#### WHAT TO PRODUCE:
Return each line of the records below in which the string "down" turns up.

#### SUPPLIED DATA:
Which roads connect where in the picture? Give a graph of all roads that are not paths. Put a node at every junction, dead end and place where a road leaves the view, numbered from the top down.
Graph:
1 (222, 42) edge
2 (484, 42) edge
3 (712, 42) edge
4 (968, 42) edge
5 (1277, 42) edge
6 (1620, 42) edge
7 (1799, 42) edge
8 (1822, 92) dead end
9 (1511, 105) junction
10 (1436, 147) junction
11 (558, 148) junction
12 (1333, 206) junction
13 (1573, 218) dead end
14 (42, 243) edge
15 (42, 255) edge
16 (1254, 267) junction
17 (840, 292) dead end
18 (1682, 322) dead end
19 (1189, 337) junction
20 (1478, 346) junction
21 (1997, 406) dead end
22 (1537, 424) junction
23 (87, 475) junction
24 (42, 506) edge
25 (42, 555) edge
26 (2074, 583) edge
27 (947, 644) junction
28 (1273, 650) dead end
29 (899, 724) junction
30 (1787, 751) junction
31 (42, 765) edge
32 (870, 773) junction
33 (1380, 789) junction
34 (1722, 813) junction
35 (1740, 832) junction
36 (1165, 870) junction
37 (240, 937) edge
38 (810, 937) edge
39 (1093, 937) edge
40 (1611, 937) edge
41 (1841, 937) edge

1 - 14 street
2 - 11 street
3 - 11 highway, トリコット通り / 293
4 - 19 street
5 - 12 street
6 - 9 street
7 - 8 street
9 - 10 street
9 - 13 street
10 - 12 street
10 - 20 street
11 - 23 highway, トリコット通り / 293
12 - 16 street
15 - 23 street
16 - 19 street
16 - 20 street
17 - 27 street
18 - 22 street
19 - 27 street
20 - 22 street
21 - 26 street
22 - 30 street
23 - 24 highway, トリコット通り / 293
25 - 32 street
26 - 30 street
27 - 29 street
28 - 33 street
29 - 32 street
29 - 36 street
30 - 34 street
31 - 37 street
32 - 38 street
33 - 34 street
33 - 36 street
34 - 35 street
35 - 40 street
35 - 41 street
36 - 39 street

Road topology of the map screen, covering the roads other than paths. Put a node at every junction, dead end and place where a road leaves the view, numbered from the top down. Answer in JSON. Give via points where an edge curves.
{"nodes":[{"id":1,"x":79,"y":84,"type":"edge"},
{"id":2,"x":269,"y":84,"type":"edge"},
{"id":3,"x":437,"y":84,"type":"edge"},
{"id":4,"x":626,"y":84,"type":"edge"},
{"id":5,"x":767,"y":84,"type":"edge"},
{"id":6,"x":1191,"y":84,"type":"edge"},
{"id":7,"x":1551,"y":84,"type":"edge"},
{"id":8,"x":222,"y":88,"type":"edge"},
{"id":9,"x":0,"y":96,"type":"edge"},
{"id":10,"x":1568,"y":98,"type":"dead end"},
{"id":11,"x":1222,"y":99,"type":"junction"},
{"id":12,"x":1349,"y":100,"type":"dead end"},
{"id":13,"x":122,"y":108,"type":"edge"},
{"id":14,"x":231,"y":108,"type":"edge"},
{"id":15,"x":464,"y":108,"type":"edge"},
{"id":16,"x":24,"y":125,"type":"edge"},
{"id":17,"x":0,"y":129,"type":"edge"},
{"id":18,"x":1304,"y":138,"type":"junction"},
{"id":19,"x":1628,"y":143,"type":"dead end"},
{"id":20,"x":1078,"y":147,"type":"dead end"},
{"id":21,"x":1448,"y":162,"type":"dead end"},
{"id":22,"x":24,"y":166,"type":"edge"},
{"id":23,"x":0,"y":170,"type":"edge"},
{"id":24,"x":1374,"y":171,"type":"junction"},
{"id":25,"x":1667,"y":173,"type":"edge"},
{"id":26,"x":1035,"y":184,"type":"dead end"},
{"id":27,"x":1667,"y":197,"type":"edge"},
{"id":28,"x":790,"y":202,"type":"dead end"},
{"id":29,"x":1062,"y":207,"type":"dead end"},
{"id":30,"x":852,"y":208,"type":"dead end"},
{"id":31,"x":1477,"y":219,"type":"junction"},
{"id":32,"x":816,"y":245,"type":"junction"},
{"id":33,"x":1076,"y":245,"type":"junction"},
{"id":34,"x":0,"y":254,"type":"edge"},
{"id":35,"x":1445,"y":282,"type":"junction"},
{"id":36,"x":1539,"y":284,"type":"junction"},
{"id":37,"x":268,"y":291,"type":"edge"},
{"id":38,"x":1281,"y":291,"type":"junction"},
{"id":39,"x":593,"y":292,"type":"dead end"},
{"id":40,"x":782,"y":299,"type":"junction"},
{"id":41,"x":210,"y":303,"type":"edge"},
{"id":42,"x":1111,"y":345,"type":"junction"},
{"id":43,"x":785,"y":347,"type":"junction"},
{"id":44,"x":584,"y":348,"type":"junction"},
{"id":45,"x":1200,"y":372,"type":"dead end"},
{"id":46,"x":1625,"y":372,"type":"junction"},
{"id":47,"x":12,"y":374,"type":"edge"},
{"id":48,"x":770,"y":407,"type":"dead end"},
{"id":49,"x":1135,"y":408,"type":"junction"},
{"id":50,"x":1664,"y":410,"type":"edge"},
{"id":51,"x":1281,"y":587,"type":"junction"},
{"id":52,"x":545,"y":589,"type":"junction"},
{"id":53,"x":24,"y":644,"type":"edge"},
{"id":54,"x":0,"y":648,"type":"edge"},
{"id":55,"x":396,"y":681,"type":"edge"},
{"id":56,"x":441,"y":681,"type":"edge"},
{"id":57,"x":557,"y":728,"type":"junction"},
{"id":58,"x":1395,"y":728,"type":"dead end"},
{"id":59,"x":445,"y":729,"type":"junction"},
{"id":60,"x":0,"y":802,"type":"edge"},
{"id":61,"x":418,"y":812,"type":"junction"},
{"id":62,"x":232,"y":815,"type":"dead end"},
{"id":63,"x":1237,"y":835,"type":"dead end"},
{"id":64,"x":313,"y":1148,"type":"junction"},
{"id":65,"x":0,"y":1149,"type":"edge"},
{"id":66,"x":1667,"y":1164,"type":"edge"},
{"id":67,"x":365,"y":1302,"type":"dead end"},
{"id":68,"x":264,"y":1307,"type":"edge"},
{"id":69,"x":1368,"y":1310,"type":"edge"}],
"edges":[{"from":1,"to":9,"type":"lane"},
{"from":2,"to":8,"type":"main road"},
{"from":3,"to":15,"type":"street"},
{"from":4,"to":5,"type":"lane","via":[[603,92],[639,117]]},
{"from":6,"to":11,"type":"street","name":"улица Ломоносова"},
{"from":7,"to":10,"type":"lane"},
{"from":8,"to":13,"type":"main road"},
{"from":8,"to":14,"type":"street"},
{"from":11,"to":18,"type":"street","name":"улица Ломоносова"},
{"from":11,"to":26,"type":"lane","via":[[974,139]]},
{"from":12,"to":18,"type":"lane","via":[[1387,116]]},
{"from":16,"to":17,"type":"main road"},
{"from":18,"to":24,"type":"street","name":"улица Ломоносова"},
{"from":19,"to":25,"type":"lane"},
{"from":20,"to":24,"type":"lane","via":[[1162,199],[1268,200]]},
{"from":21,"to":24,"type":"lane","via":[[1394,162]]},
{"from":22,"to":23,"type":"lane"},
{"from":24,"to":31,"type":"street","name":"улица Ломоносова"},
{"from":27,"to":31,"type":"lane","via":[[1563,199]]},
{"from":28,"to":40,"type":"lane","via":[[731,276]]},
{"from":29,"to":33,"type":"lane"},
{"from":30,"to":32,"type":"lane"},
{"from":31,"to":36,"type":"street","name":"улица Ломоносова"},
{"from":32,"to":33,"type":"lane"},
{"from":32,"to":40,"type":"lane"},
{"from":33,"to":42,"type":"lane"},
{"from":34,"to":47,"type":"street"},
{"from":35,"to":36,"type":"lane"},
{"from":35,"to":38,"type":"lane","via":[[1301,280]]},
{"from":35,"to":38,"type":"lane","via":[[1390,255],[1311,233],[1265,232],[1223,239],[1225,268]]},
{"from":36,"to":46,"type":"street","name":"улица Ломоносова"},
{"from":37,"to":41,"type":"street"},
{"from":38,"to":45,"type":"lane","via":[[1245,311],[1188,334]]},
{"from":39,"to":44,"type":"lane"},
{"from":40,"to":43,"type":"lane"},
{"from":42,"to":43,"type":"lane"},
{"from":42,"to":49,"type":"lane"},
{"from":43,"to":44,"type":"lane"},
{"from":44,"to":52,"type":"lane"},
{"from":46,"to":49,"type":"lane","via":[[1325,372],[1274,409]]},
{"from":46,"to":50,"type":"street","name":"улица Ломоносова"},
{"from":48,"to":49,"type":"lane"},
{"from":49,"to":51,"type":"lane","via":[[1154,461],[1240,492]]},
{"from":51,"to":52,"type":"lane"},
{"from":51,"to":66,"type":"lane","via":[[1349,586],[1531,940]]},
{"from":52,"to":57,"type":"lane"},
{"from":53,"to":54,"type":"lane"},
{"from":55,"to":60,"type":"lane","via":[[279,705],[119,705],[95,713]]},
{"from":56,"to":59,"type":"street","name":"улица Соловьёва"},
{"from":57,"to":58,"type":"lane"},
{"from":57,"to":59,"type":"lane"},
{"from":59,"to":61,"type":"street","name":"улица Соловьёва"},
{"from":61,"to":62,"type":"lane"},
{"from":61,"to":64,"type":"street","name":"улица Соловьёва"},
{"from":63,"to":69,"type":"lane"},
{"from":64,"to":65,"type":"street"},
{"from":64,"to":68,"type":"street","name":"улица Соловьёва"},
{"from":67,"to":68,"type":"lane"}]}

#### REPLY TO THE TASK:
Which roads connect where in the picture? Give a graph of all roads that are not paths. Put a node at every junction, dead end and place where a road leaves the view, numbered from the top down.
Road topology of the map screen, covering the roads other than paths. Put a node at every junction, dead end and place where a road leaves the view, numbered from the top down. Answer in JSON. Give via points where an edge curves.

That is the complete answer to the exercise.